The first attempt to mitigate the disparity across name renderings was patented in 1918. It is called Soundex and originally was designed to help with the analysis of the 1890 census data. Despite many studies illustrating the failings of this simple key-based approach to retrieving similar-looking names, it remains one of the most common techniques in use today. (Soundex comes standard with most database products.)
The continuing interest in Soundex and its many derivative forms of key-based technology results from two brutal facts: Names are complex, and computer programmers are under great pressure to do something to address the following issues:
· Spelling variations. Soundex focused on trying to neutralize certain spelling variations across separate name elements. For example, by using Soundex keys, Anderson and Andersen suddenly matched. But many other names that are clearly unrelated also were retrieved (Amaturk has the same Soundex code as Anderson).

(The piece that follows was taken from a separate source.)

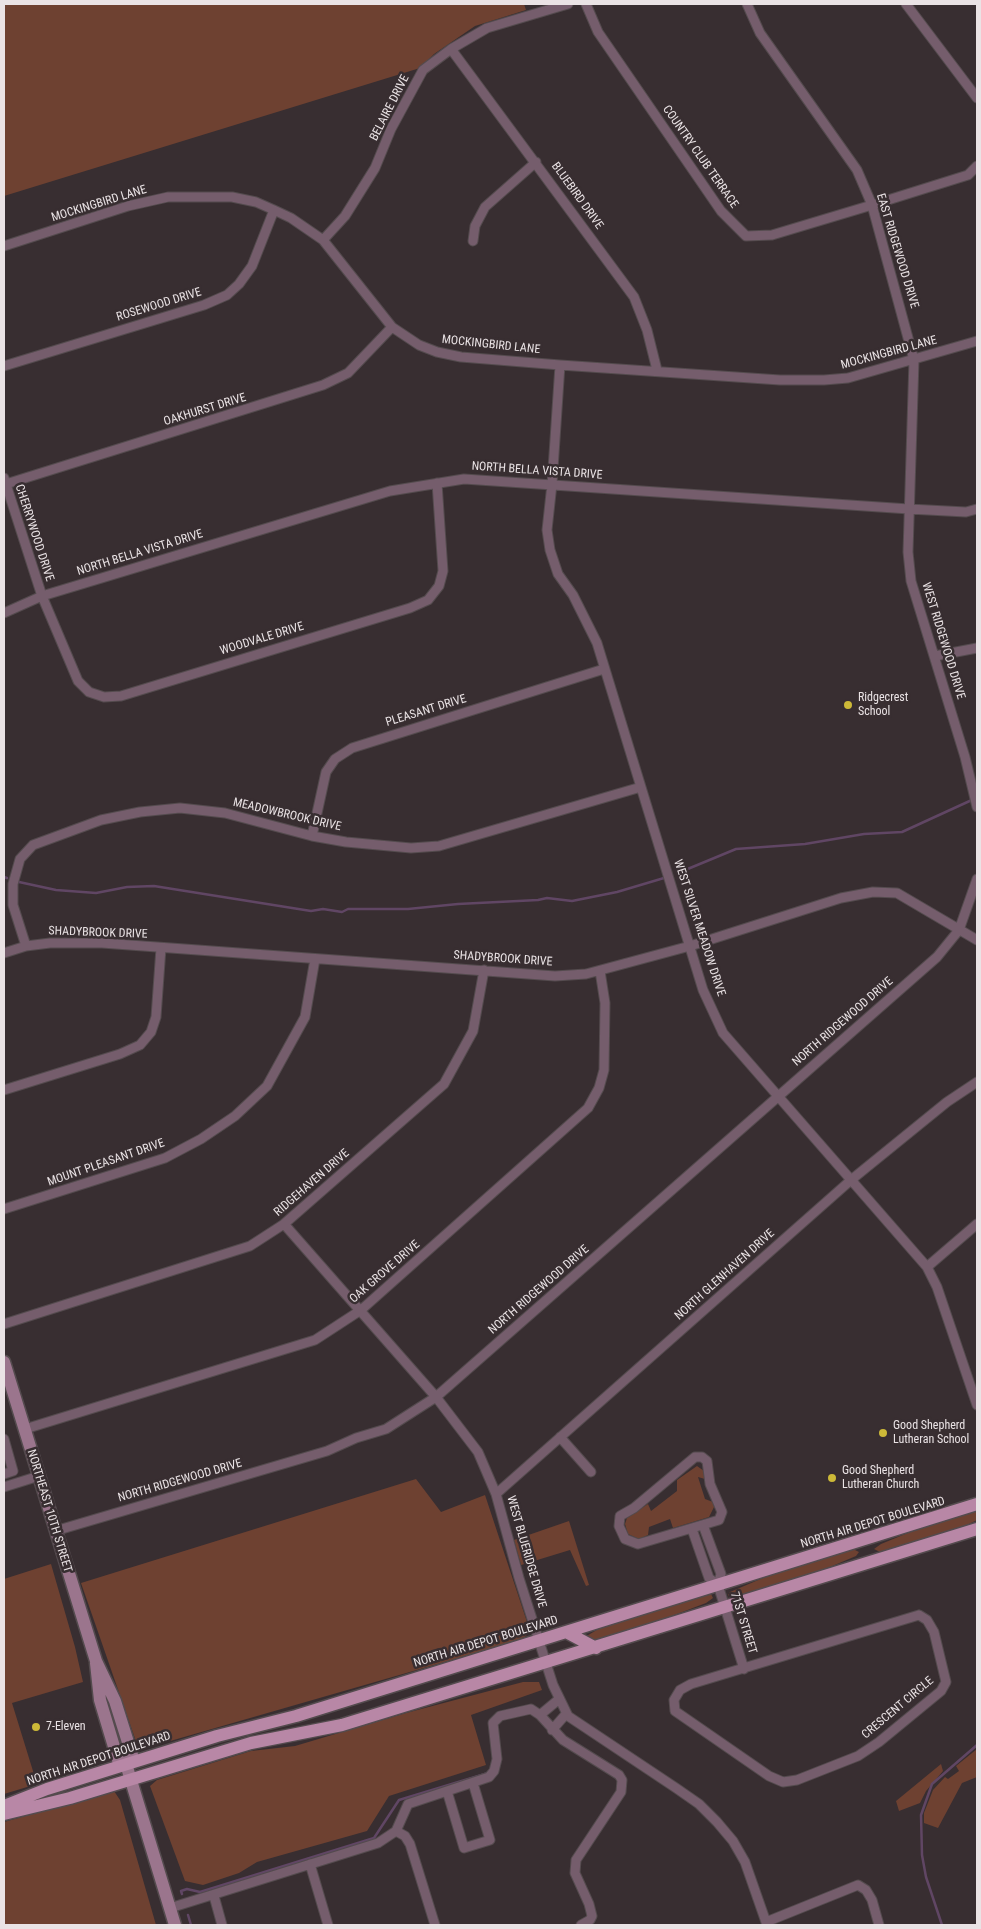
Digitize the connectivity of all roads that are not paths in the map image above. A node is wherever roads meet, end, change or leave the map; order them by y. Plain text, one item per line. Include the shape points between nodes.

· White space. The blank space is a huge problem for computer systems: Degomez and De Gomez do not match in most computer search systems. But Abd El Rahman and Abdurrahman are exact matches, as are Guanlu and Guan Lu. Knowing when and how to make these matches is hard without recognizing the cultural origin of a name.
· Syntax and name models. Even if neutralizing spelling variations within data fields can be effectively accomplished in your database and the applications that use it, an even more pernicious problem looms. Our standard model for names (first, middle, last) is not universal, and causes us tremendous problems with data entry, retrieval and data sharing. The most effective and only truly universal solution is to enter names into databases that have only two fields for names: given name and surname.
· Cultural issues with personal name data. How a culture changes names according to social customs - such as marriage and religious ceremonies - is another complicating factor that attends the entry of personal name data. These complex issues never occur in isolation. They compound each other, especially when names are transported across systems with different definitions. Yet, even within isolated systems, rampant problems exist that often have stayed hidden for decades.
New technologies are emerging called name-recognition software that are knowledge-based and encapsulate the way names work around the world.
For example, there are tools to identify the cultural classification and gender of personal names. Other tools take the form of character-oriented, name-searching engines that provide ranked search results based on linguistic and cultural variation patterns. There also are tools to rank search results based on similarities of pronunciations, not just similarities of spellings.
Name-hygiene tools enhance the consistency of name-data retrieval by applying culture-specific rules to names and identifying basic structural elements in a name. Variation tools generate a set of possible alternative Romanized spellings for names. Equivalence tools generate a table of how names appear across multiple cultures. There also are tools to help database users unlock the meanings of names and their spelling variations when transcribed to the Roman alphabet.
All these tools help direct marketers better understand their prospects and customers as well as better meet the needs of females, males or specific cultural groups within their customer base.
Though technology can help a lot, practicing data ecology is a first step for everyone. In its simplest form, data ecology is nothing more than an awareness of the environment for data and a commitment to ensure their initial value for future generations. Because accurate data are the lifeblood of every direct marketer, here are three fundamental tips for practicing data ecology:
· Data stewardship requires that every DMer who handles personal name data be aware of the fragility of this precious information. It is most critical at data entry, often the last chance that accurate data entry validation may be secured from the actual owner of the name. At every subsequent stage of processing and access, everyone is "downstream" of this vital operation.
· Every effort must be made to understand, calibrate and validate the exchange or distribution of personal name data. It is incumbent on those who deliver, as well as those who receive, such data to ensure the integrity of the process.
· Direct marketers should never change original data. Instead, administrators should provide a method for adding "See Also" entries - associated records for PN data that appear to be faulty. Doing so will keep the data ecosystem in balance.
By each direct marketer doing his part in an organization, the data environment can be improved exponentially. The byproduct of such an environment is marked improvements in customer interactions and security as well as long-term customer relationships.